Leitsatz (amtlich)

Setzen sich Ehegatten in einem gemeinschaftlichen Testament gegenseitig als Erben ein und bestimmen zugleich, dass Nacherben nach dem Tod des Letztversterbenden ihre Kinder sein sollen, ist von der Anordnung einer Voll- und Schlusserbfolge auszugehen, wenn die Ehegatten das beiderseitige Vermögen als eine Einheit ansehen und ausschließen wollen, dass bezüglich ihrer jeweiligen Vermögen eine unterschiedliche Rechtsstellung des Überlebenden und bei dessen Tod die Möglichkeit einer erneuten Trennung beider Vermögensmassen entsteht.

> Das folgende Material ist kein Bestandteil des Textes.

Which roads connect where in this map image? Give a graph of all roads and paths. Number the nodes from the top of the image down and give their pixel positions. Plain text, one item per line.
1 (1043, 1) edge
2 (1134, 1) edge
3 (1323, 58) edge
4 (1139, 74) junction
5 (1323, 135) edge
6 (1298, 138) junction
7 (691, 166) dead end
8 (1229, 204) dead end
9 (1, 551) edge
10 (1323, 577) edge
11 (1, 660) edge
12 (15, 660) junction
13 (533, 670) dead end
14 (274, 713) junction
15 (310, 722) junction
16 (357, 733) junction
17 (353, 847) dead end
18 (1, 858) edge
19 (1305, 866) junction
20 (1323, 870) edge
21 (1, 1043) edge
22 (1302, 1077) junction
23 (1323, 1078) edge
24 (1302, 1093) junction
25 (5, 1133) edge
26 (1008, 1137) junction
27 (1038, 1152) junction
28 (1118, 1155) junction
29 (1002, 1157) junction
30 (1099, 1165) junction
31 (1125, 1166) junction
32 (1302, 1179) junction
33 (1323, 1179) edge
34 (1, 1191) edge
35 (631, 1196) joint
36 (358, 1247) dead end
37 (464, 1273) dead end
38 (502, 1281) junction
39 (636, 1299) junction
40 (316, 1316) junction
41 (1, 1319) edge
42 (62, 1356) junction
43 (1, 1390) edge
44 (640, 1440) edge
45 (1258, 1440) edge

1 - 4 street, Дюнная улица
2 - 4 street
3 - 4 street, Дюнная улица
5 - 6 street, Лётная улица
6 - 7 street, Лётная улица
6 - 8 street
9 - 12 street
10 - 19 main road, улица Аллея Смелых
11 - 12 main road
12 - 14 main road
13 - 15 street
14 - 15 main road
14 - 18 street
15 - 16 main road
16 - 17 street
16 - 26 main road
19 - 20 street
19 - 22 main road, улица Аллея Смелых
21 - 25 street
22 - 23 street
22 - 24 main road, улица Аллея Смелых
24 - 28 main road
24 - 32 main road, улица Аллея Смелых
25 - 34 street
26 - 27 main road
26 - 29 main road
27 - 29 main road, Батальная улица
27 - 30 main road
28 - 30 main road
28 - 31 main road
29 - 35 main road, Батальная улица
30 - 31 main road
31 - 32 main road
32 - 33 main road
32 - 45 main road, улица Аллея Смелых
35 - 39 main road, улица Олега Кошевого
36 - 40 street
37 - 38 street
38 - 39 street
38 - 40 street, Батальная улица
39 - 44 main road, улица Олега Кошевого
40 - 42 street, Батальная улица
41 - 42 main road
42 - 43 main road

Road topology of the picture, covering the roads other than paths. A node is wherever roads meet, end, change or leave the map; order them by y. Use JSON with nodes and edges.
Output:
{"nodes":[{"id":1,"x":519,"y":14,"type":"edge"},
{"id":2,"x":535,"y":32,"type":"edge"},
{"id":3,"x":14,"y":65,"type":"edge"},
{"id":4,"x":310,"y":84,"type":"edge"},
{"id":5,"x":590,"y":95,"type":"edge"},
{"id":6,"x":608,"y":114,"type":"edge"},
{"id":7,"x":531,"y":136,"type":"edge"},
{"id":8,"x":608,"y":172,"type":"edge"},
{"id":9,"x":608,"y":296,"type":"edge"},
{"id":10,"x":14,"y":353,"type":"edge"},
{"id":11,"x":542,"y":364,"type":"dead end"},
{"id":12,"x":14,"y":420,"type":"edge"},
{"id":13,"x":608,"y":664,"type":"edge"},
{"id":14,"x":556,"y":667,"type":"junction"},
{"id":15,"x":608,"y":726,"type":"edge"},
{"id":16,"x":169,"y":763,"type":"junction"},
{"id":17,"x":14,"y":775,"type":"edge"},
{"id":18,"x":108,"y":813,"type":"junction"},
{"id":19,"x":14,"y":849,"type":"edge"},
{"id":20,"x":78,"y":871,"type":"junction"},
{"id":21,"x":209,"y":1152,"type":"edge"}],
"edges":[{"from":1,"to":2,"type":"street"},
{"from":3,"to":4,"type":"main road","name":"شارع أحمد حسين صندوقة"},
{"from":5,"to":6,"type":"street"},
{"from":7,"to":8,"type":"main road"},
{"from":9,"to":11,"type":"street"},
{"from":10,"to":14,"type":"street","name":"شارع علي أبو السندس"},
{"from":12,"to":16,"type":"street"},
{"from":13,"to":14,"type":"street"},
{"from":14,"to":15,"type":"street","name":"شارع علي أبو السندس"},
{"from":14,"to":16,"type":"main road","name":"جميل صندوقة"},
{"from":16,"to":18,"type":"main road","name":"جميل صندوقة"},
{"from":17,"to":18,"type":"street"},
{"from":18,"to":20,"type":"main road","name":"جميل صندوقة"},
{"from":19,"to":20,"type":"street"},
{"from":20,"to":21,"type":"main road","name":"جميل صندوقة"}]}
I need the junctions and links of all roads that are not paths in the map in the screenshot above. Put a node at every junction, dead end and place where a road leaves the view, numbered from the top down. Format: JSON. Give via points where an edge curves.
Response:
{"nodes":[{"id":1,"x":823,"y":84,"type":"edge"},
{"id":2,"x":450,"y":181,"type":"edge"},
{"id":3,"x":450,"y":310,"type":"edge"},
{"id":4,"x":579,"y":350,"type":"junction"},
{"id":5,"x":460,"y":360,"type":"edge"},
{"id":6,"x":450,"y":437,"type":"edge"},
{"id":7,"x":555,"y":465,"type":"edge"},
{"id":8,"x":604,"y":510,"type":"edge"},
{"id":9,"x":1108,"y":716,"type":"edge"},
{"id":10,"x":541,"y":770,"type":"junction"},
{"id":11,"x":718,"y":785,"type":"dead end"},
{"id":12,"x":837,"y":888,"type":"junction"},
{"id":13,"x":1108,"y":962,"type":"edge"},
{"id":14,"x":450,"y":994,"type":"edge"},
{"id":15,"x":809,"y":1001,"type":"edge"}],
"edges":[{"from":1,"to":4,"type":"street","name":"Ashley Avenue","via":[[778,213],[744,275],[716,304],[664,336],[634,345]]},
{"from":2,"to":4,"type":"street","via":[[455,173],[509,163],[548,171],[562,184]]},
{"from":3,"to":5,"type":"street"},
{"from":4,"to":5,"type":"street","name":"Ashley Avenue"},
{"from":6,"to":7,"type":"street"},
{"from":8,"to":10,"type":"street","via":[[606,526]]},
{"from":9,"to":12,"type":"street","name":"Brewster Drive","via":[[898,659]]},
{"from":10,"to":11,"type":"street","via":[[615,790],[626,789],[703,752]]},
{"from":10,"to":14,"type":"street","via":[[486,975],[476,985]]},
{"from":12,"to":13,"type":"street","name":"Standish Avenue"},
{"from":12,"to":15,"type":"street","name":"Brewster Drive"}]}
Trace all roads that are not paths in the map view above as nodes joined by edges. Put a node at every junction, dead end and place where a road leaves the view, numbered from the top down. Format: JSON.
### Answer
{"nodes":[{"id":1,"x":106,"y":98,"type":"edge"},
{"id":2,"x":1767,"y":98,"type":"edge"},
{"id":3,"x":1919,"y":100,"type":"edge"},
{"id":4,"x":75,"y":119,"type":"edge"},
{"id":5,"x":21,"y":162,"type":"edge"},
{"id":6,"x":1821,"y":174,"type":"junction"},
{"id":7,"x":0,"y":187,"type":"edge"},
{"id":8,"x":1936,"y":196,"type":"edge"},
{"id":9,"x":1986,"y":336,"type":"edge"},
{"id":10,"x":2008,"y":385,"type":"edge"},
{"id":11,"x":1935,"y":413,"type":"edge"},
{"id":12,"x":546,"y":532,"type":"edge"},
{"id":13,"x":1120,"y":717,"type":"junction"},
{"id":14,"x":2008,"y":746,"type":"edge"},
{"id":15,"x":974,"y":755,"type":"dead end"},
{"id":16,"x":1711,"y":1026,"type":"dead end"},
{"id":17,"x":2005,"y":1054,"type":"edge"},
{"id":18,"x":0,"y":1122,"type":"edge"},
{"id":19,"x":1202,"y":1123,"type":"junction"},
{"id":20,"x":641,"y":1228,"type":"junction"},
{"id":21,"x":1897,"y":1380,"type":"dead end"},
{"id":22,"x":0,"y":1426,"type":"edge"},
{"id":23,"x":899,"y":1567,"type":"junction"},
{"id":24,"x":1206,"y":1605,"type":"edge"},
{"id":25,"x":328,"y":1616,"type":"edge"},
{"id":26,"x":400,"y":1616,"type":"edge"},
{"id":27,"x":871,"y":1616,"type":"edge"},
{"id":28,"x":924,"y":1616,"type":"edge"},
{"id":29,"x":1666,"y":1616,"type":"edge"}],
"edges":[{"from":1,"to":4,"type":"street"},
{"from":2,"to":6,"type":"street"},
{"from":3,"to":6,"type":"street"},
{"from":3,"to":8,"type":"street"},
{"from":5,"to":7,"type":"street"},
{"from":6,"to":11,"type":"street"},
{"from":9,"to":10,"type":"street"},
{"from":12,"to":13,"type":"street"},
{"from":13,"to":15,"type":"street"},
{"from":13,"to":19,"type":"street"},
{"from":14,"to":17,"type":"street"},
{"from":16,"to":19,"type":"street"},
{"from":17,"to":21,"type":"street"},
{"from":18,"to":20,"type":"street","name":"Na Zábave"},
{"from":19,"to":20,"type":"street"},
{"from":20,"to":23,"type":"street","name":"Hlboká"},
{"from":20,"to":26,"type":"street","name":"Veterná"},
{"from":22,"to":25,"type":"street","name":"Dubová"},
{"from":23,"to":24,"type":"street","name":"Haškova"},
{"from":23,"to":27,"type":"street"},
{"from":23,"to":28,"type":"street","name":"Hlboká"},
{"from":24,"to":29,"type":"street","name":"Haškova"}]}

Gemäß § 2091 BGB sind mehrere Erben zu gleichen Teilen eingesetzt, wenn ihre Erbteile nicht bestimmt sind und sich aus §§ 2066 bis 2069 BGB nicht ein anderes ergibt. § 2091 BGB ist jedoch erst dann maßgeblich, wenn andere Auslegungswege nicht zu einem klaren Ergebnis führen.

 

Verfahrensgang

LG Berlin (Urteil vom 06.10.2010; Aktenzeichen 84 O 72/10)

 

Tenor

Auf die Berufung der Beklagten wird das am 6.10.2010 verkündete Urteil der Zivilkammer 84 des LG Berlin abgeändert:

Die Klage wird abgewiesen.

Die Kosten der ersten Instanz und des Berufungsverfahrens hat der Kläger zu tragen.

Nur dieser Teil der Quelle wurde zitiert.